A Confederação Nacional da Indústria (CNI) informou que acompanha com “atenção e cautela” os desdobramentos da decisão da Suprema Corte dos Estados Unidos de derrubar tarifas sobre produtos importados, impostas globalmente pelo ex-presidente Donald Trump. Um levantamento da CNI, com base em dados de 2024 do United States International Trade Comission (USITC), aponta que a suspensão dessas tarifas adicionais de 10% e 40% sobre produtos brasileiros poderia gerar um impacto de US$ 21,6 bilhões nas exportações para os EUA.

“Acompanhamos a decisão de hoje com atenção e cautela. O impacto de uma medida como essa no comércio brasileiro é significativo, tendo em vista a relevante parceria comercial entre Brasil e Estados Unidos”, declarou Ricardo Alban, presidente da CNI.

Tarifas derrubadas e mantidas

A decisão da Suprema Corte derruba especificamente as tarifas impostas com base na International Emergency Economic Powers Act (Ieepa). No entanto, outras tarifas permanecem em vigor, como as adotadas com base na seção 232 da Trade Expansion Act (relacionadas à segurança nacional, como aço e alumínio) e aquelas aplicadas a “práticas consideradas desleais”.

Setores reagem à decisão

Indústria do café celebra revogação

A Associação Brasileira da Indústria de Café (Abic) manifestou posicionamento favorável à decisão, ressaltando que ela reforça a segurança jurídica nas relações comerciais internacionais. O presidente da Abic, Pavel Cardoso, destacou que medidas unilaterais podem gerar incertezas e que previsibilidade, isonomia e regras claras são fundamentais para o setor cafeeiro.

Plástico e pescado veem alívio e cautela

A Associação Brasileira da Indústria do Plástico (Abiplast) também acompanha a decisão, considerando-a um alívio relevante ao eliminar parte da imprevisibilidade no ambiente comercial. Contudo, a entidade alerta que o presidente dos EUA, Donald Trump, anunciou uma nova tarifa global de 10% por 150 dias, com fundamento na Seção 122 da legislação comercial norte-americana.

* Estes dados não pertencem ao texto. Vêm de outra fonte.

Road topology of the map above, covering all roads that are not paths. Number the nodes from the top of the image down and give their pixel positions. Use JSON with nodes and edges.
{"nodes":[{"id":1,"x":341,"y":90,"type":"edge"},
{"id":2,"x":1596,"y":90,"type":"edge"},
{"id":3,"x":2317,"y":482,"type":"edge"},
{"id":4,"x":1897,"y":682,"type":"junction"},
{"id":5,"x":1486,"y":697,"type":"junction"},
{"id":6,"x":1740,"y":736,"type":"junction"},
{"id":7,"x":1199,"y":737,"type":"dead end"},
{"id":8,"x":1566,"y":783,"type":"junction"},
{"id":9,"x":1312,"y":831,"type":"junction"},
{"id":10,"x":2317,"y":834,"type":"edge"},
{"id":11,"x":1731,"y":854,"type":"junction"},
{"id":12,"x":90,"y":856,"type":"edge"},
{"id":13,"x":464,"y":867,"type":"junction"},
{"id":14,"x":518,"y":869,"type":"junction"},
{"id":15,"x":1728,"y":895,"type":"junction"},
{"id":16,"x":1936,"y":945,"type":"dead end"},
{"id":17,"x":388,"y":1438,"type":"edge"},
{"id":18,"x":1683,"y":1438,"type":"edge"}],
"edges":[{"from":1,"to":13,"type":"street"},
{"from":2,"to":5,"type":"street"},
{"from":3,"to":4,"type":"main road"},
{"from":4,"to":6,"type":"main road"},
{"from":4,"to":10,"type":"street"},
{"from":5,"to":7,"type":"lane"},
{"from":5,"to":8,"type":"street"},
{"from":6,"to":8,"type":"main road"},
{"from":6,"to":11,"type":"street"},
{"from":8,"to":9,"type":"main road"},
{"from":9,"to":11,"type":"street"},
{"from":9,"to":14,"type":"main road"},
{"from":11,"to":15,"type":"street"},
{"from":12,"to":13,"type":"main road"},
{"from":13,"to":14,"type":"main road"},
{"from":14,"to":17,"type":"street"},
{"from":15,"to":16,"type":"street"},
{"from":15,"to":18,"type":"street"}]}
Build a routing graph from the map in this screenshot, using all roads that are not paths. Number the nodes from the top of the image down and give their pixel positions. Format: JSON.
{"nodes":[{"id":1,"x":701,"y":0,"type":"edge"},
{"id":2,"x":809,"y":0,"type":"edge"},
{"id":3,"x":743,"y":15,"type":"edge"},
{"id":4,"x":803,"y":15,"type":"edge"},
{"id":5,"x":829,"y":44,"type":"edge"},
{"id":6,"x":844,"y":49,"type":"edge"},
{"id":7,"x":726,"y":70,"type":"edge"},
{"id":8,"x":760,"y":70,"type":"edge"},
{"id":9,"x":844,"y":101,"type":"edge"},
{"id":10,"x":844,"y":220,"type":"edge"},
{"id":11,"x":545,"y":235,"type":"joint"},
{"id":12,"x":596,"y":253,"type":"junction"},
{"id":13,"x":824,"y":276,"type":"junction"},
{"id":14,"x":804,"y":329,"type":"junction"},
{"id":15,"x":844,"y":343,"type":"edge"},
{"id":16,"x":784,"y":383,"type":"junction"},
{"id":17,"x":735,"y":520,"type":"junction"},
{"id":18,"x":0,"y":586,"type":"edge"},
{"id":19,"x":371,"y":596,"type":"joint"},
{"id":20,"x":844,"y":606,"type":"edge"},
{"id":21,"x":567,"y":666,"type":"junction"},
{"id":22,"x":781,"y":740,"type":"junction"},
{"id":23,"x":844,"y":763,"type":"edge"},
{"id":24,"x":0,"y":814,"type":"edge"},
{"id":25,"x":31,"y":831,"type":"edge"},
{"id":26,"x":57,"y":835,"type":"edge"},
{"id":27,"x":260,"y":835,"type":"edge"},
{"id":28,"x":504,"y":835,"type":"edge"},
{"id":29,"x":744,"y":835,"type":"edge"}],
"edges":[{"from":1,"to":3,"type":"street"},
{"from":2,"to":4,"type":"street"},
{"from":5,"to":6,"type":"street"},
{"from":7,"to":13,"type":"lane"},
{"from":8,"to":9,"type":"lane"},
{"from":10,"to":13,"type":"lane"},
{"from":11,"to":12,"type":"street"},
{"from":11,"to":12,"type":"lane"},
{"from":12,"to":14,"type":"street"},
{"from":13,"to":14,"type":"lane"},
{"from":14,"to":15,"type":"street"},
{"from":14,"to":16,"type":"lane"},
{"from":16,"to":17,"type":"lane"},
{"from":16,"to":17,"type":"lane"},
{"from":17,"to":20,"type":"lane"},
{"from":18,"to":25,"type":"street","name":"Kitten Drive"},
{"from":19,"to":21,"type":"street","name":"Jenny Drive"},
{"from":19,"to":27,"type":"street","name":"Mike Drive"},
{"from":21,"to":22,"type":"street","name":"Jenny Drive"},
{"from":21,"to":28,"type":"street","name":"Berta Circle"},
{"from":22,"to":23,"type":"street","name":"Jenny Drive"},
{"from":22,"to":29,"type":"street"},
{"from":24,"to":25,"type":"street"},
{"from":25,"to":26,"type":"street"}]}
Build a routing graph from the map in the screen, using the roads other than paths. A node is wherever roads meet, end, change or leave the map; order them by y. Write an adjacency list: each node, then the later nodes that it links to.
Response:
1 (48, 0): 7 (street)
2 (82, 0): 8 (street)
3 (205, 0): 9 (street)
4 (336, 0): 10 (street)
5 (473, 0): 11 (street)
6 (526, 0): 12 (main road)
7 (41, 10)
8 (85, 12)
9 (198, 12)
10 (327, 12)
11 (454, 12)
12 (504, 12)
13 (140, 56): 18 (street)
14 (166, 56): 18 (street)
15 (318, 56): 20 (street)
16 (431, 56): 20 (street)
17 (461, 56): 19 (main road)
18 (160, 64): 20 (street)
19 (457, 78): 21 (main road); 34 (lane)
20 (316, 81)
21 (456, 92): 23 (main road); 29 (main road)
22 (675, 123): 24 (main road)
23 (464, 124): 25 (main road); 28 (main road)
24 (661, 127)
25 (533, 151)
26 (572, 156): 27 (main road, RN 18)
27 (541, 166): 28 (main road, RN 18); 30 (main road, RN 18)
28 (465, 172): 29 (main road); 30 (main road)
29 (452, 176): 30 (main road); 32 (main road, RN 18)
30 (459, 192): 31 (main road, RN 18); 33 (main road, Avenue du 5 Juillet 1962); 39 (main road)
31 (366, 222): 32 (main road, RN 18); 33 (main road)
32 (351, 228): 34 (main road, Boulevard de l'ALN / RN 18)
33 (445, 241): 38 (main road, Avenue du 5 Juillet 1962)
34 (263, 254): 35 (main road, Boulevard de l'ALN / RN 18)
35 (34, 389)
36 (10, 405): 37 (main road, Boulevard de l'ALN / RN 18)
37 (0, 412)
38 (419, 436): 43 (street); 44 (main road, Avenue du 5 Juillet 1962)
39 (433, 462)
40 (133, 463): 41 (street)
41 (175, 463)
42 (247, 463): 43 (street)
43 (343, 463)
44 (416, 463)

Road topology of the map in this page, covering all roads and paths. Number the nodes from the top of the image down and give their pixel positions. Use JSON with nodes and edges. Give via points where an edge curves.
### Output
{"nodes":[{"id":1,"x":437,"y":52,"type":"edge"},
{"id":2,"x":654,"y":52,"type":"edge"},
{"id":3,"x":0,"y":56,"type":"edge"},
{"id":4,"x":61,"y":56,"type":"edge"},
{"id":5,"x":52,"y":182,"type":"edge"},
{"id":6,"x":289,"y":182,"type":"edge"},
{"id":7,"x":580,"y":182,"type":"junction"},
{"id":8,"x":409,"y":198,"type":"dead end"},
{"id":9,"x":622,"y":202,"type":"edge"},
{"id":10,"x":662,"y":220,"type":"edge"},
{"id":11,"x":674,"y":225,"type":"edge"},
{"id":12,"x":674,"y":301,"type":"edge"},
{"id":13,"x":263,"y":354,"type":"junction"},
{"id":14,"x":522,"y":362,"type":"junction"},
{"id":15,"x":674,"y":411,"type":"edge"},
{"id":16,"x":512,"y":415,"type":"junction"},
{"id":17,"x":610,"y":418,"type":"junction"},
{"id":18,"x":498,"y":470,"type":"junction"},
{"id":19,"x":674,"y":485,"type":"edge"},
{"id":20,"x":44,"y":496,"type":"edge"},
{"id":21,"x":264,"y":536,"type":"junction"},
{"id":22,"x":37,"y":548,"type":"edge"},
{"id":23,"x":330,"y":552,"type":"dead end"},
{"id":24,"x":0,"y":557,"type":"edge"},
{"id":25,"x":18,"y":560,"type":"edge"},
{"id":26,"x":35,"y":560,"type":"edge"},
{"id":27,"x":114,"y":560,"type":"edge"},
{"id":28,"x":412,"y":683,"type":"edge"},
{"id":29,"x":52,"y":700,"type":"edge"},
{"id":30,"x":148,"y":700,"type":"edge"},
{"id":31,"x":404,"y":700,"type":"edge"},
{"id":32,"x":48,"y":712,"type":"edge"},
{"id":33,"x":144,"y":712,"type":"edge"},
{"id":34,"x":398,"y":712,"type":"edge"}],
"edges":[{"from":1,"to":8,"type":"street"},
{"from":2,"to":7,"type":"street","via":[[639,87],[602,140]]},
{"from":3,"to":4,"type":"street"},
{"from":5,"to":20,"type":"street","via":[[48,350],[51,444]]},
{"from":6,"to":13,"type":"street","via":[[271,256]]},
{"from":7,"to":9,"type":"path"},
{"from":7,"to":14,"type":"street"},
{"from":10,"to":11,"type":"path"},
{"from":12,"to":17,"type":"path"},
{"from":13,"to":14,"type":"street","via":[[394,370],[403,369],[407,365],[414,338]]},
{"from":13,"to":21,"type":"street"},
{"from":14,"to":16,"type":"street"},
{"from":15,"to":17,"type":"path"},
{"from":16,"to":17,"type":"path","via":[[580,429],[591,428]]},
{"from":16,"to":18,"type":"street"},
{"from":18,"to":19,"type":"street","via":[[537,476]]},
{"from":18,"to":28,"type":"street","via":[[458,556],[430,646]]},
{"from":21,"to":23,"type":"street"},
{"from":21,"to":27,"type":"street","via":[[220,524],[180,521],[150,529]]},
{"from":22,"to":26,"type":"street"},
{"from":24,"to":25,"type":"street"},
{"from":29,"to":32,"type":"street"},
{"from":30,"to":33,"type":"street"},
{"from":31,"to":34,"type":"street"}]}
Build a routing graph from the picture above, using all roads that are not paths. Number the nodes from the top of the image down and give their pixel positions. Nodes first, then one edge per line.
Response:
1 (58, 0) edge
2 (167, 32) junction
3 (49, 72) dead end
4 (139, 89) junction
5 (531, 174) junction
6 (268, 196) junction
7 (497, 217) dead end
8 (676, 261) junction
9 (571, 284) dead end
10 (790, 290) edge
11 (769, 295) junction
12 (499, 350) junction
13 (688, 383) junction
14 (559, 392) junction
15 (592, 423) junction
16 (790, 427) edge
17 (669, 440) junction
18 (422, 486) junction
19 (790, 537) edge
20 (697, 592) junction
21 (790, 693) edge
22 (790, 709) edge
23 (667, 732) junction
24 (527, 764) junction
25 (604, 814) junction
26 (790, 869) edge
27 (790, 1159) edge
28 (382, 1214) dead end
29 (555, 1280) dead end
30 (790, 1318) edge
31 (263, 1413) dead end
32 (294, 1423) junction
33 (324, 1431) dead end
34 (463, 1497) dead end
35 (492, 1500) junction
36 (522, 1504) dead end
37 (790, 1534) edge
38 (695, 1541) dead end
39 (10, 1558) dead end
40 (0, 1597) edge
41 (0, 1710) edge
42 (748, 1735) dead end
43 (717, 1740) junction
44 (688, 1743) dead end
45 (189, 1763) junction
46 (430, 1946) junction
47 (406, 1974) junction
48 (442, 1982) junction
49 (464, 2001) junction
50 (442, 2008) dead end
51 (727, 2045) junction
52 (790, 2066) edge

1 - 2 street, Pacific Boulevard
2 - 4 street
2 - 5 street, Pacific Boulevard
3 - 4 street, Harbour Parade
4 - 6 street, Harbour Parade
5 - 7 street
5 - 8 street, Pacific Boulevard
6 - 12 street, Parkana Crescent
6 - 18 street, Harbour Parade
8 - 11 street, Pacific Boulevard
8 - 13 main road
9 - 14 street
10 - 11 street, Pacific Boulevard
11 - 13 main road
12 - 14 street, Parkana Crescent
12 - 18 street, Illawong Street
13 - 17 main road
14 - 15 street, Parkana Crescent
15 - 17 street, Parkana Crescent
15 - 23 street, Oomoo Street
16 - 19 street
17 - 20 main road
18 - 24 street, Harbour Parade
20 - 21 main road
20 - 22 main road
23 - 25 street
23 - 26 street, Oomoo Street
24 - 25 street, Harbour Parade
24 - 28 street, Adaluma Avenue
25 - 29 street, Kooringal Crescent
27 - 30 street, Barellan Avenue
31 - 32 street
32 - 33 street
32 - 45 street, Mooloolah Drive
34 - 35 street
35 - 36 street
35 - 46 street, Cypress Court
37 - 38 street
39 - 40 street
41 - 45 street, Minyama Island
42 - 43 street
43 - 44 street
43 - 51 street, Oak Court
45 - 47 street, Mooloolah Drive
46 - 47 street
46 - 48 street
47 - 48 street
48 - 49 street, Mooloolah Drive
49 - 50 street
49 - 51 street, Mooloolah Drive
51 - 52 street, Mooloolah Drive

A Associação Brasileira das Indústrias de Pescados (Abipesca) recebeu a notícia com otimismo. A entidade projeta um aumento de até 100% nas exportações brasileiras de pescados para os EUA caso o cenário de queda de tarifas se confirme, com impacto positivo especialmente na cadeia produtiva da tilápia.

Têxtil pede diálogo e previsibilidade

A Associação Brasileira da Indústria Têxtil e de Confecção (Abit) também acompanha a decisão com cautela, assim como os desdobramentos políticos sobre novas cobranças tarifárias. A Abit defende diálogo, previsibilidade e regras claras no comércio internacional, especialmente porque os Estados Unidos são o principal destino das exportações brasileiras do setor.